Analysis of GISS GCM ModelE 2.12
Overview
A snapshot of the then current source for the Goddard Institute for Space Studies Global Climate Model ModelE 2.12 was analysed in August 2024. Initially it was hoped to analyse the HadCM4 code of the UK Met Office, however this does not appear to be publicly available which limits the ability to critique it. US public sector code is generally available unlike UK public sector code, both having been paid for by their respective taxpayers.
ModelE is written in Fortran, although ostensibly Fortran 90, it includes
elements familiar from older Fortran due to a heritage dating back to Fortran 66.
Searching for both goto and go to
produces over 1500 hits, admittedly a number of these are in commented out lines of code
and they have not been analysed to see whether they crudely implement loops,
breaks from loops, error handling or something else. N.B. In 1968 Dijkstra wrote a letter
titled "go to statement considered harmful".
Some of the subroutines are large in size compared to modern coding standards
which makes untangling the code somewhat hard and thus this analysis will be shallow.
The software implements its own pseudo-random number generator returning
a uniform distribution in the range [0, 1]. This is used in place of the compiler
specific implementation of the language standard (except for computing hashes) and
thus allows cross-platform testing.
It also includes a routine for
incrementing the random numbers to ensure reproducable output when using parallel processing.
Note that the software comes supplied with a test suite, however this has not been analysed to see how it copes with testing such large blocks of functionality. In particular it is hard to imagine how a validation test could be written to show that a model from an academic paper has been implemented without error given the code structure. The reproducibility of stochastic output by setting of a specific seed, however, allows the implementation of regression tests. Regression tests fail in one of two ways, either when a bug is introduced or when a bug is fixed. i.e. they say nothing about the correctness of the code.
Stochastic modelling
The main use of random numbers in the code appears to be fuzzing
and not merely for initial conditions.
A uniform distribution is used to perturb tropospheric temperatures by
[-1, 1] times some scale.
Note that Gauss's theory of errors results in a normal
distribution not a uniform distribution.
This would appear to be an implementation of the stochastic forcing scheme of
the European Centre for Medium-Range Weather Forecasts.
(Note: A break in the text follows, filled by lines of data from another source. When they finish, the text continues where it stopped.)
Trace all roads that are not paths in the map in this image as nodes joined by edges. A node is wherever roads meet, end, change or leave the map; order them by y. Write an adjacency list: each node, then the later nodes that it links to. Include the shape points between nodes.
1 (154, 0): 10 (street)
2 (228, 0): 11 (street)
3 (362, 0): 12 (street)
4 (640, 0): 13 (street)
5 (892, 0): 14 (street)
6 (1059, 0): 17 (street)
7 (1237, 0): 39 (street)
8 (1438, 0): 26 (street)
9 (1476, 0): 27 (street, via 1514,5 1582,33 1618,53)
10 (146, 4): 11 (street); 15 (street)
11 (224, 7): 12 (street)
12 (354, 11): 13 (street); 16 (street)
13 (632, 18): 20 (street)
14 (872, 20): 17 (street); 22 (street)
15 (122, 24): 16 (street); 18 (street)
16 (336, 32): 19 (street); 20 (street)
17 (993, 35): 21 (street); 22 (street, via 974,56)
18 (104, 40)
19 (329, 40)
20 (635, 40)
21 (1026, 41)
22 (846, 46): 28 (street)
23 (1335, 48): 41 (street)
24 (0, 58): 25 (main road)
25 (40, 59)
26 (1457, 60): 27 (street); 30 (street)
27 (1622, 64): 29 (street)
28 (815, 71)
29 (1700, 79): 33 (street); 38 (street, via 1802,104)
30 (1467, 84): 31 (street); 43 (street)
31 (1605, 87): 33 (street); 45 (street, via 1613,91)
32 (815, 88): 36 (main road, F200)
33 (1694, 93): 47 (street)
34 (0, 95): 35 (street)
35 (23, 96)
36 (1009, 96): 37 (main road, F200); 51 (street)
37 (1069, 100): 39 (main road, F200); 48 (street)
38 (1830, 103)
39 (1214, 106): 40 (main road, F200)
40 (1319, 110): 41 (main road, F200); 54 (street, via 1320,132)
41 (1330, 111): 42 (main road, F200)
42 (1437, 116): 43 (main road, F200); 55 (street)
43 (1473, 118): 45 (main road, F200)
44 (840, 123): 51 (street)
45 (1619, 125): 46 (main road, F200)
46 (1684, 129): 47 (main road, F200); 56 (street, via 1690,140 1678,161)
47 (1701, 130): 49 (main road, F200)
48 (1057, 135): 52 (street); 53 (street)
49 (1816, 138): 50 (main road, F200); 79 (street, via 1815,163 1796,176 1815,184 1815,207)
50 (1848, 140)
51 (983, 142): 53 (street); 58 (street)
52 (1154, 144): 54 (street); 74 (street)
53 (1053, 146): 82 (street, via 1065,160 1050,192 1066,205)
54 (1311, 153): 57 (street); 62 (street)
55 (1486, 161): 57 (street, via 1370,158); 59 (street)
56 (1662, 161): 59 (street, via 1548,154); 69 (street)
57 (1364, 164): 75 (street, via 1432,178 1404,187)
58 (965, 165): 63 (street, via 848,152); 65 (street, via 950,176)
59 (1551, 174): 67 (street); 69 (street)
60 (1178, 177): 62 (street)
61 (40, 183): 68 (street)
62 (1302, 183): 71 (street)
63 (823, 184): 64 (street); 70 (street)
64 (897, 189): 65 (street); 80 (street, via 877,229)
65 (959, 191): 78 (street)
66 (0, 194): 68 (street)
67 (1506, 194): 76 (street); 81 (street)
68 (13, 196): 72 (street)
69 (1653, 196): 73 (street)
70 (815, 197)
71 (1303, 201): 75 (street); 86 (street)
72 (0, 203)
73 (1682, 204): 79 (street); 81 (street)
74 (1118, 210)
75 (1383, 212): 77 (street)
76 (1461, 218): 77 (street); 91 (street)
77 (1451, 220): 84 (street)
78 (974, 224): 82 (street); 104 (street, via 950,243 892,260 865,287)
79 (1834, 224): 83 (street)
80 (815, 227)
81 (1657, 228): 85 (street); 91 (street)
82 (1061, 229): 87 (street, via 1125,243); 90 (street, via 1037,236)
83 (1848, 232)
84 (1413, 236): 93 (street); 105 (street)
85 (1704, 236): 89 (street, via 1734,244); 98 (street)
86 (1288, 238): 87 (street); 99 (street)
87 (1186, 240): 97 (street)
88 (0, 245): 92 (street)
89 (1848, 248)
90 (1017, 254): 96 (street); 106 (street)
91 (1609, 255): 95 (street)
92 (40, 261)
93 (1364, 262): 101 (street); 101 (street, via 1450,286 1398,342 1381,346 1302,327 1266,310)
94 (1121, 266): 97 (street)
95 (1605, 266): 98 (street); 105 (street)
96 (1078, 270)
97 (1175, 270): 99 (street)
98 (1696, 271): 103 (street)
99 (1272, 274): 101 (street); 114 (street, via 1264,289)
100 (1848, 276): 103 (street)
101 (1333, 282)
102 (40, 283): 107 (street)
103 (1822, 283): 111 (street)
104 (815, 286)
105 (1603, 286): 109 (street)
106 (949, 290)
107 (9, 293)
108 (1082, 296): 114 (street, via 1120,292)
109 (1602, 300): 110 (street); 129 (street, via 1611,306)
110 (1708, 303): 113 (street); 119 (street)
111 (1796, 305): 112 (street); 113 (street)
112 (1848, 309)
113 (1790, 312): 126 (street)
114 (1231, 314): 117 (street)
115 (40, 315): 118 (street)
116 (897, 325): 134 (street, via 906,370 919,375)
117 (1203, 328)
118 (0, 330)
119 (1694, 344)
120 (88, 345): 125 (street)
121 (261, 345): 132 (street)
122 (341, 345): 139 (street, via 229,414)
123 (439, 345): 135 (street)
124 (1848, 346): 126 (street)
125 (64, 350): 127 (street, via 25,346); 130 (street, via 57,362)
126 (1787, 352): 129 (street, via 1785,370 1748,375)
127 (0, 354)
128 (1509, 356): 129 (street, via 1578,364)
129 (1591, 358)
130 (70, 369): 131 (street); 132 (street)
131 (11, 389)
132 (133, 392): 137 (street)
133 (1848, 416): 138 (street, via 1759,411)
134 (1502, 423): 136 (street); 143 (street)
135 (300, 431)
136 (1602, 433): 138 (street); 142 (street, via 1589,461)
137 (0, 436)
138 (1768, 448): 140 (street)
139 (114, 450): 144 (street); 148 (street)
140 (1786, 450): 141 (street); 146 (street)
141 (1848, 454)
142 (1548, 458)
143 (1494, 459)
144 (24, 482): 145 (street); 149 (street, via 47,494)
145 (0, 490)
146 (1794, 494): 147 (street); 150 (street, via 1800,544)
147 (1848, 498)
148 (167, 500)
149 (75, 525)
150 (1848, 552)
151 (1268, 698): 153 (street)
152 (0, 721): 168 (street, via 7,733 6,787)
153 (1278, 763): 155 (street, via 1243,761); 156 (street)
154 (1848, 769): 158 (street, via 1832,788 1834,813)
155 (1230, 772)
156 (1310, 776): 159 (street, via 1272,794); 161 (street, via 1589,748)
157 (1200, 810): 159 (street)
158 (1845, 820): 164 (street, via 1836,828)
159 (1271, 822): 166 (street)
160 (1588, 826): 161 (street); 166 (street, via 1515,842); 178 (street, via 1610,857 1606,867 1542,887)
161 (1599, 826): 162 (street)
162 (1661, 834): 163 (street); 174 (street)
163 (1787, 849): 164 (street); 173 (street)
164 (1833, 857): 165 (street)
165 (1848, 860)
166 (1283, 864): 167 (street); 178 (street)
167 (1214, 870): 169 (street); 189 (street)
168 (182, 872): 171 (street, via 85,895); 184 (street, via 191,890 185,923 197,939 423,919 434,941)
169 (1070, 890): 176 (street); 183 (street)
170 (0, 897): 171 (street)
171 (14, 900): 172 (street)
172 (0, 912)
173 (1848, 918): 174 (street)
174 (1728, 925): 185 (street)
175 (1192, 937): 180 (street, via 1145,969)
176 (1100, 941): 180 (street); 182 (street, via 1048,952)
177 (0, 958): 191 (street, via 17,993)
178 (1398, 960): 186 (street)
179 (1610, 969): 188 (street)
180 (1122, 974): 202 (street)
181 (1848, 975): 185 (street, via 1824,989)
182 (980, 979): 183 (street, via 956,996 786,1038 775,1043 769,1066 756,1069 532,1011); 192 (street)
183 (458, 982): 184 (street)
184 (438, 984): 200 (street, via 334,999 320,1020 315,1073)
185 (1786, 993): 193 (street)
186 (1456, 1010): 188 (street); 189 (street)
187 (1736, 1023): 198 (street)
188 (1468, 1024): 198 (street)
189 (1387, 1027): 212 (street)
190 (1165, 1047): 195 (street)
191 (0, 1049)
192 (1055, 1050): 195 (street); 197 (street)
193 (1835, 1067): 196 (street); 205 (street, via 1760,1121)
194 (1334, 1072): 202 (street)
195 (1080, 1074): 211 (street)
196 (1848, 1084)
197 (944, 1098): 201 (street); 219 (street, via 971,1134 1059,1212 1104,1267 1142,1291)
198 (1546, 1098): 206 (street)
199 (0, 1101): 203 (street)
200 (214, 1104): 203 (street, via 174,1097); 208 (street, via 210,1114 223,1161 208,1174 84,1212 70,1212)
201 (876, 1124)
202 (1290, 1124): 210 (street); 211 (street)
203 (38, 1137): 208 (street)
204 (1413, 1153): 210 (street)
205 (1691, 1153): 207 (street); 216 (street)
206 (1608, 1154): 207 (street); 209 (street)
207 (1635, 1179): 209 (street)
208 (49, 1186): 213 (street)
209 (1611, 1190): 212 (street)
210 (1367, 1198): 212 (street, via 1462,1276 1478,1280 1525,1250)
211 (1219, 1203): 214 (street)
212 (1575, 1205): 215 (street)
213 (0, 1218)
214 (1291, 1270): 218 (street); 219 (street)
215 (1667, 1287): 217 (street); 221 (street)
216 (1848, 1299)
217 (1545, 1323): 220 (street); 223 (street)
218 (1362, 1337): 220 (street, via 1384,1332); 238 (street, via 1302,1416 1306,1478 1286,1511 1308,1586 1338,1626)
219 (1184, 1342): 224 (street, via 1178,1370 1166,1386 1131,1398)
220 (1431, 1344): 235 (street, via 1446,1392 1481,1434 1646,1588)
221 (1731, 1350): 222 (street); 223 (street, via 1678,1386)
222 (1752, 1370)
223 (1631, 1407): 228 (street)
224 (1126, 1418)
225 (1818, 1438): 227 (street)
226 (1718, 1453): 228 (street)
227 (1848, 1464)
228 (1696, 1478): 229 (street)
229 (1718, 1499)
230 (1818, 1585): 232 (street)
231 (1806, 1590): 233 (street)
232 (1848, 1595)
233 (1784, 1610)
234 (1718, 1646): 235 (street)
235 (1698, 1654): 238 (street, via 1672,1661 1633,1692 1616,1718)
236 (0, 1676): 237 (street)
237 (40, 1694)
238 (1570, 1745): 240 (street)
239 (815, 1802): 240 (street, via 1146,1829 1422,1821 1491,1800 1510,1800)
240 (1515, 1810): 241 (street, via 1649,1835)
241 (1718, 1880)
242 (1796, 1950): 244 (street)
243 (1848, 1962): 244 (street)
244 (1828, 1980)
In other places random numbers are used to determine which
index of an array to access.
Proper stochastic models appear in the cloud modelling where probabilities are calculated for events and then compared to a random number. e.g. cloud seeding. Similar tests are made in the radiation modelling.
The Butterfly effect
The butterfly effect of Lorenz (1961) is another form of fuzzing in which the number of significant figures was truncated, this would not lead to a uniform distribution. Given that the length scale for the effect could be of the same order as that in which the continuum hypothesis breaks down the question has to be asked as to whether the effect is merely a model artefact rather than a feature of the real world. The Navier-Stokes equations for fluid motion date back to circa 1850. The equations rely on the continuum hypothesis which was disproved by the discovery of individual molecules as implied in Einstein's 1905 model of Brownian motion. Contrary to his later claims God does play dice since Brownian motion is normally distributed.
It's significance to weather and climate modelling is the use of ensemble forcecasts in which the simulation is repeated from the same start point but the addition of random elements cause the individual results to diverge. There are reports that some of these simulations then produce unphysical results which are removed from the ensemble rather than being taken as evidence that the model may not be fit for purpose.